At long last, after lots of walking and admiring, we finally made it back to our part of Rome, finished our souveneir shopping (by which time I was quite tired of that ridiculous custom), ate dinner, and packed up for our trip back to Hungary the next day. But not after I had a dish of ice cream for Kayla. Strawberry this time, and twice as delicious as before. And thus concludes my trip to Rome. It was great.
And now, thank you so much for your attention to this monstrosity of a post! Go get a haircut, because it is probably about time for one after all the time you spent reading. Ah yes, and if your hair wasn't grey when you started reading, check quickly to make sure you haven't yet gone completely white. Or bald!! Oh my.
And one more quick jab before I go... This is a picture of a street in Rome, and it was one of the better streets:
...and Dad, you thought my tiling job was bad!
6 comments:
I'm glad to hear that Italy was so wonderful for you! And I'm especially glad to know that you looked UP at the Pantheon. =D I'm looking forward to seeing more pictures from your trip!
How adventurous! I hope you enjoy all the kool stuffs there (wow, ice-scream :D).
Btw, we have those lil'cars back in Vietnam too ^^
I have been waiting for the account of your Italy adventure. Tom and I read it and enjoyed every word/picture until we came to the end and the warning. We immediately RAN for a mirror and sure enough, one of us was bald and the other gray. Oh,well,the blog was well worth it!
Thanks for the update! Sounds like you're having an amazing time. :)
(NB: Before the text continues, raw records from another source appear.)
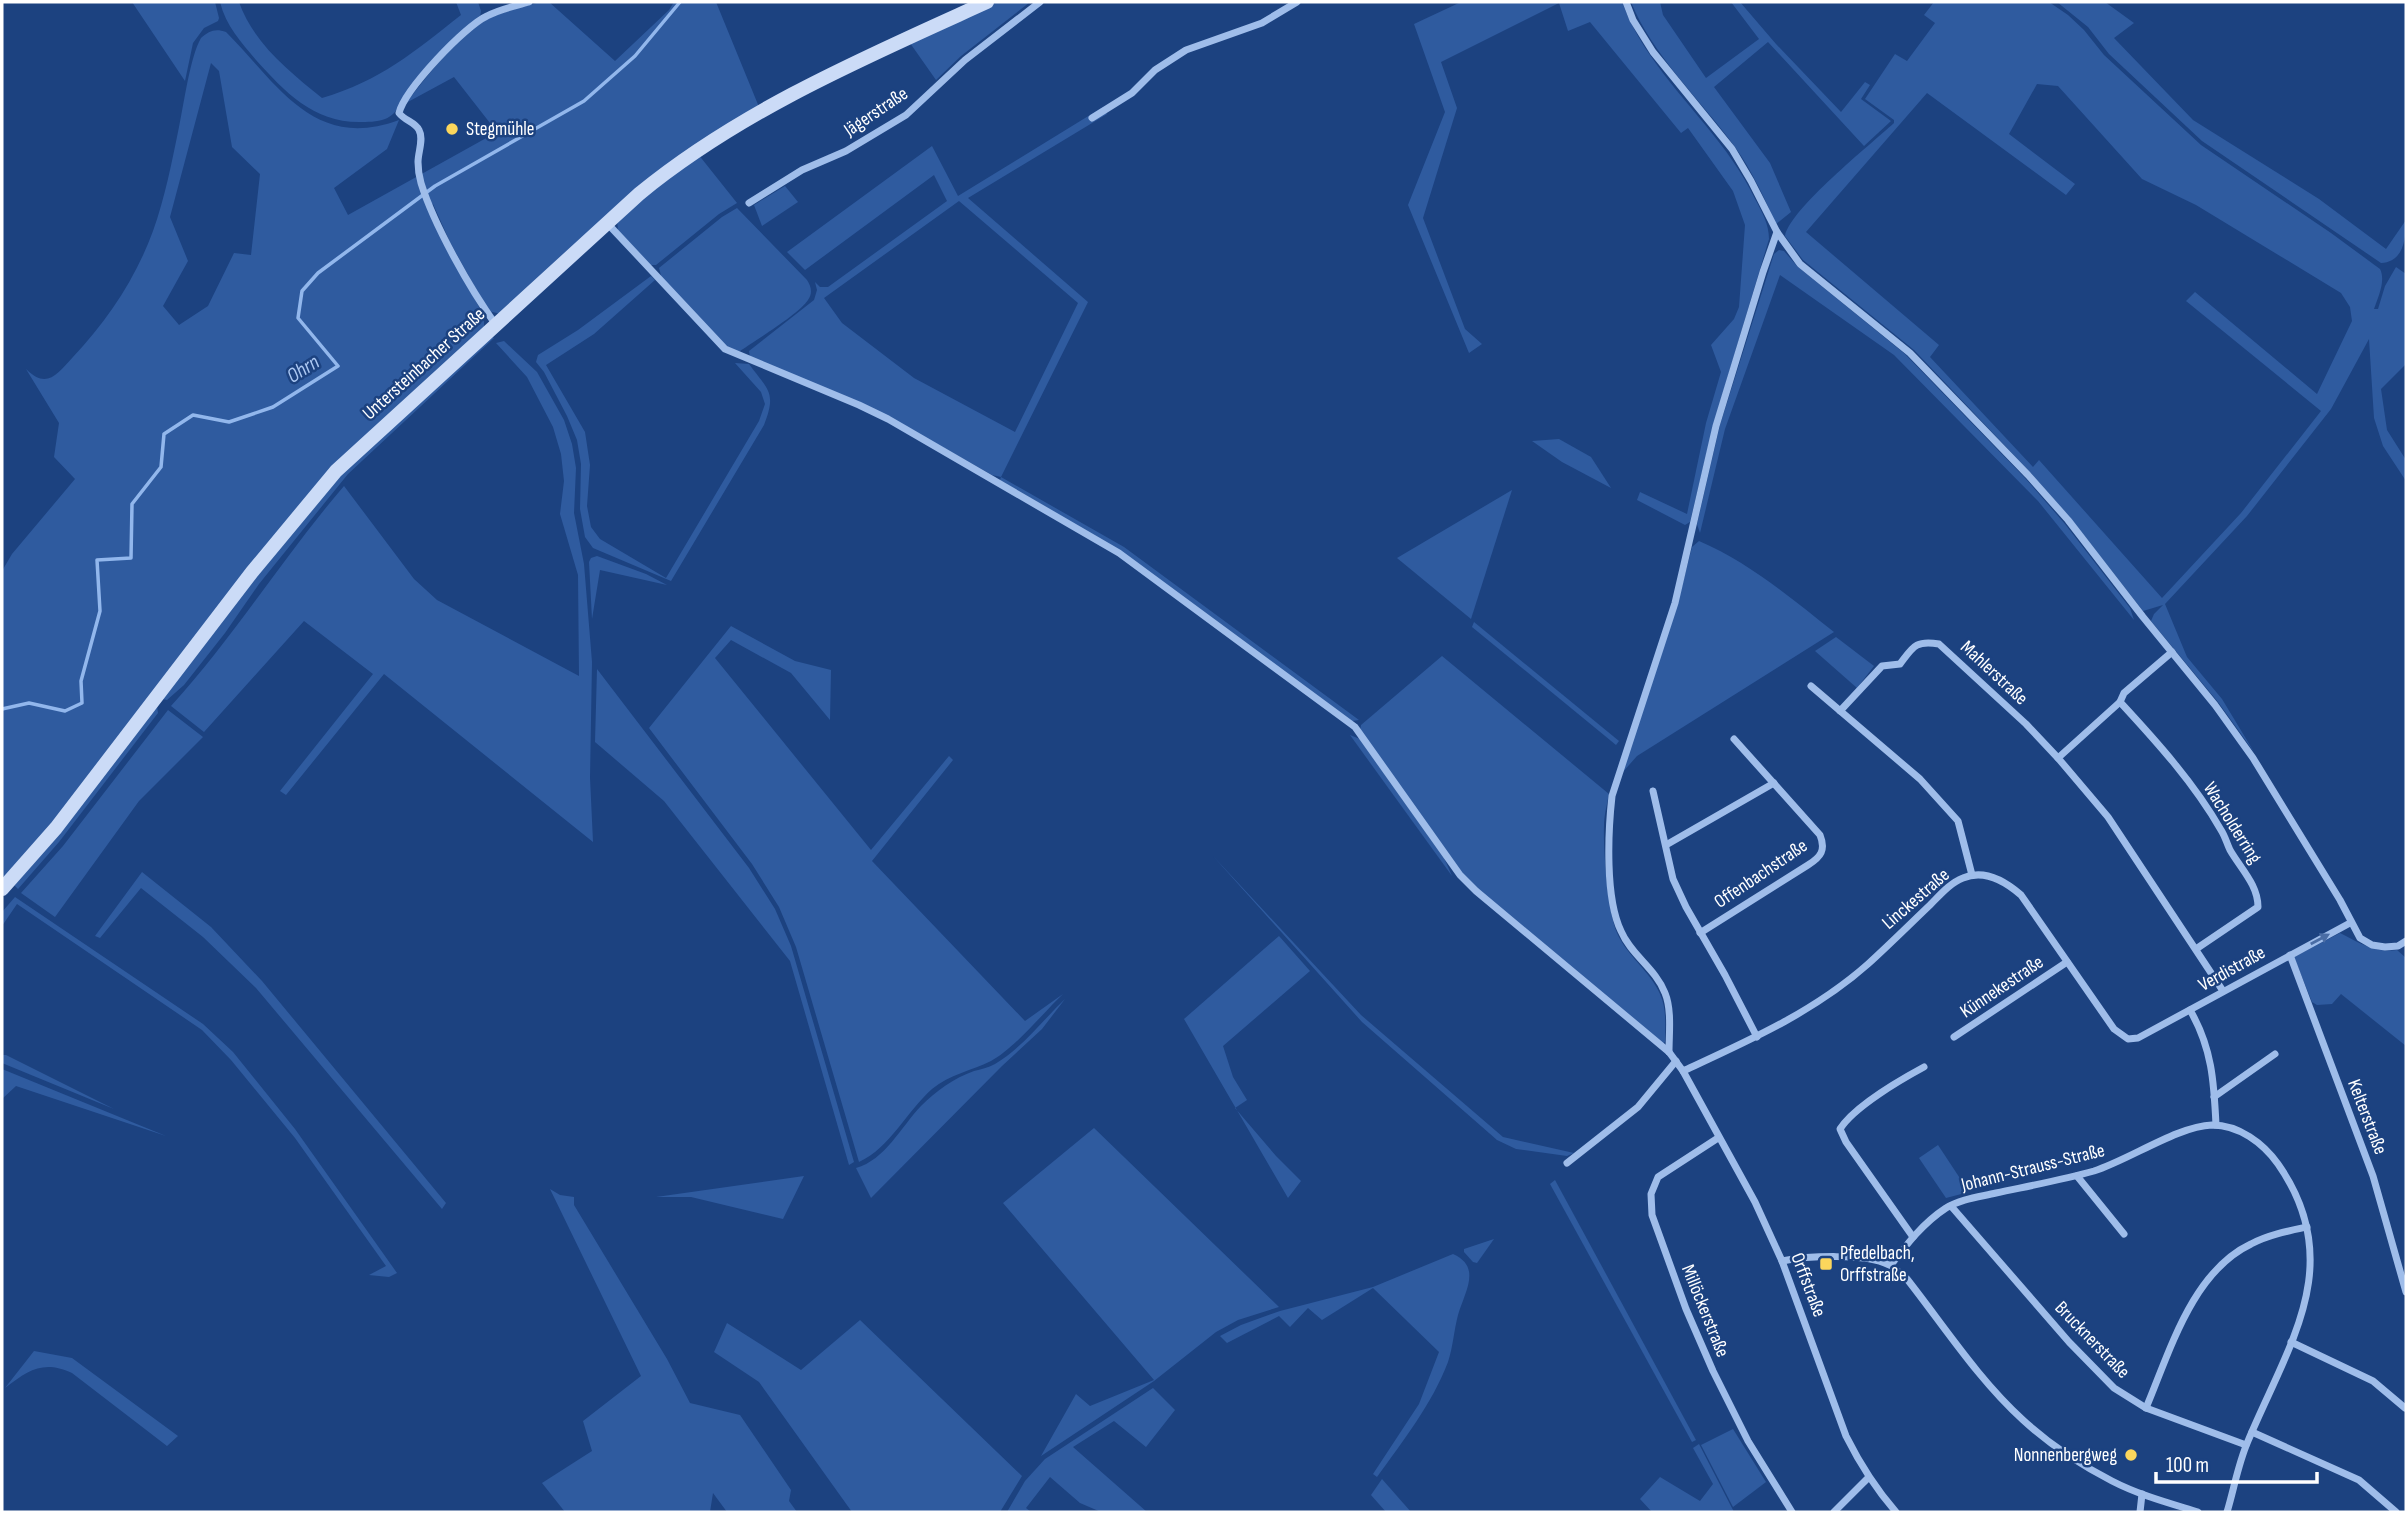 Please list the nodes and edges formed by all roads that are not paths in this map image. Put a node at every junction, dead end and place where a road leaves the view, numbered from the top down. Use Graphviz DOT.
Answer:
graph roads {
  1 [pos="529,2"];
  2 [pos="987,2"];
  3 [pos="1041,2"];
  4 [pos="1297,2"];
  5 [pos="1626,2"];
  6 [pos="1092,118"];
  7 [pos="749,203"];
  8 [pos="607,223"];
  9 [pos="1777,232"];
  10 [pos="496,326"];
  11 [pos="2172,652"];
  12 [pos="1811,686"];
  13 [pos="2120,702"];
  14 [pos="1840,711"];
  15 [pos="1734,738"];
  16 [pos="2058,758"];
  17 [pos="1773,783"];
  18 [pos="1653,792"];
  19 [pos="1665,845"];
  20 [pos="1972,875"];
  21 [pos="2,889"];
  22 [pos="2350,923"];
  23 [pos="1700,933"];
  24 [pos="2406,941"];
  25 [pos="2196,949"];
  26 [pos="2290,955"];
  27 [pos="2067,962"];
  28 [pos="2223,991"];
  29 [pos="2190,1010"];
  30 [pos="1757,1037"];
  31 [pos="1954,1037"];
  32 [pos="2128,1039"];
  33 [pos="1669,1052"];
  34 [pos="2275,1055"];
  35 [pos="1676,1061"];
  36 [pos="1924,1067"];
  37 [pos="1683,1071"];
  38 [pos="2214,1097"];
  39 [pos="2216,1125"];
  40 [pos="1718,1138"];
  41 [pos="1567,1163"];
  42 [pos="2077,1176"];
  43 [pos="1951,1206"];
  44 [pos="2307,1227"];
  45 [pos="2124,1234"];
  46 [pos="1913,1237"];
  47 [pos="1782,1261"];
  48 [pos="1891,1265"];
  49 [pos="2406,1292"];
  50 [pos="2291,1342"];
  51 [pos="2146,1408"];
  52 [pos="2405,1408"];
  53 [pos="2252,1432"];
  54 [pos="2246,1445"];
  55 [pos="1868,1478"];
  56 [pos="2142,1494"];
  57 [pos="1792,1512"];
  58 [pos="1834,1512"];
  59 [pos="1896,1512"];
  60 [pos="2140,1512"];
  61 [pos="2198,1512"];
  62 [pos="2227,1512"];
  63 [pos="2396,1512"];
  1 -- 10 [label="street"];
  2 -- 8 [label="main road, Untersteinbacher Straße"];
  3 -- 7 [label="street, Jägerstraße"];
  4 -- 6 [label="street"];
  5 -- 9 [label="street"];
  8 -- 10 [label="main road, Untersteinbacher Straße"];
  8 -- 33 [label="street, Orffstraße"];
  9 -- 11 [label="street"];
  9 -- 33 [label="street"];
  10 -- 21 [label="main road, Untersteinbacher Straße"];
  11 -- 13 [label="street"];
  11 -- 22 [label="street"];
  12 -- 14 [label="street"];
  13 -- 16 [label="street"];
  13 -- 25 [label="street, Wacholderring"];
  14 -- 16 [label="street, Mahlerstraße"];
  14 -- 20 [label="street"];
  15 -- 17 [label="street, Offenbachstraße"];
  16 -- 25 [label="street"];
  17 -- 19 [label="street"];
  17 -- 23 [label="street, Offenbachstraße"];
  18 -- 19 [label="street"];
  19 -- 23 [label="street"];
  20 -- 27 [label="street, Linckestraße"];
  20 -- 30 [label="street, Linckestraße"];
  22 -- 24 [label="street"];
  26 -- 22 [label="street, Verdistraße, one-way"];
  23 -- 30 [label="street"];
  25 -- 28 [label="street"];
  26 -- 28 [label="street, Verdistraße"];
  26 -- 49 [label="street, Kelterstraße"];
  27 -- 31 [label="street, Künnekestraße"];
  27 -- 32 [label="street, Linckestraße"];
  28 -- 29 [label="street, Verdistraße"];
  29 -- 32 [label="street, Verdistraße"];
  29 -- 38 [label="street"];
  30 -- 37 [label="street, Linckestraße"];
  33 -- 35 [label="street, Orffstraße"];
  34 -- 38 [label="street"];
  35 -- 37 [label="street, Orffstraße"];
  35 -- 41 [label="street"];
  36 -- 46 [label="street"];
  37 -- 40 [label="street, Orffstraße"];
  38 -- 39 [label="street"];
  39 -- 42 [label="street, Johann-Strauss-Straße"];
  39 -- 44 [label="street"];
  40 -- 47 [label="street, Orffstraße"];
  40 -- 57 [label="street, Millöckerstraße"];
  42 -- 43 [label="street, Johann-Strauss-Straße"];
  42 -- 45 [label="street"];
  43 -- 46 [label="street, Johann-Strauss-Straße"];
  43 -- 51 [label="street, Brucknerstraße"];
  44 -- 50 [label="street"];
  44 -- 51 [label="street"];
  46 -- 48 [label="street, Johann-Strauss-Straße"];
  47 -- 48 [label="street"];
  47 -- 55 [label="street, Orffstraße"];
  48 -- 56 [label="street"];
  50 -- 52 [label="street"];
  50 -- 53 [label="street"];
  51 -- 54 [label="street, Brucknerstraße"];
  53 -- 54 [label="street"];
  53 -- 63 [label="street"];
  54 -- 62 [label="street"];
  55 -- 58 [label="street"];
  55 -- 59 [label="street, Orffstraße"];
  56 -- 60 [label="street"];
  56 -- 61 [label="street"];
} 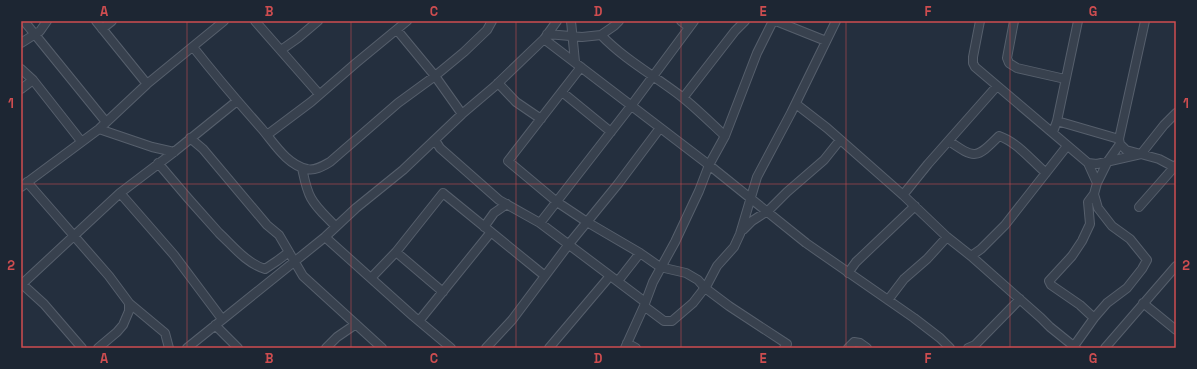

finally got to read and see pictures of your adventures. I don't think I would have survived your six mile hike. I hope you are enjoying a wonderful time. Such a completely different culture than we are used to. Love you--Grandpa and Grandma
yes!! Icecream for me!!! haha, that was one of the best blog entries ever!! the pictures are amazing and it sounds like your having a great time!! STAY AWAY FROM ITALIAN WAITERS!!!~ your far too pretty!! :D I love the pic of you and the car! okay, hope your having fun! Tiff and I miss you!!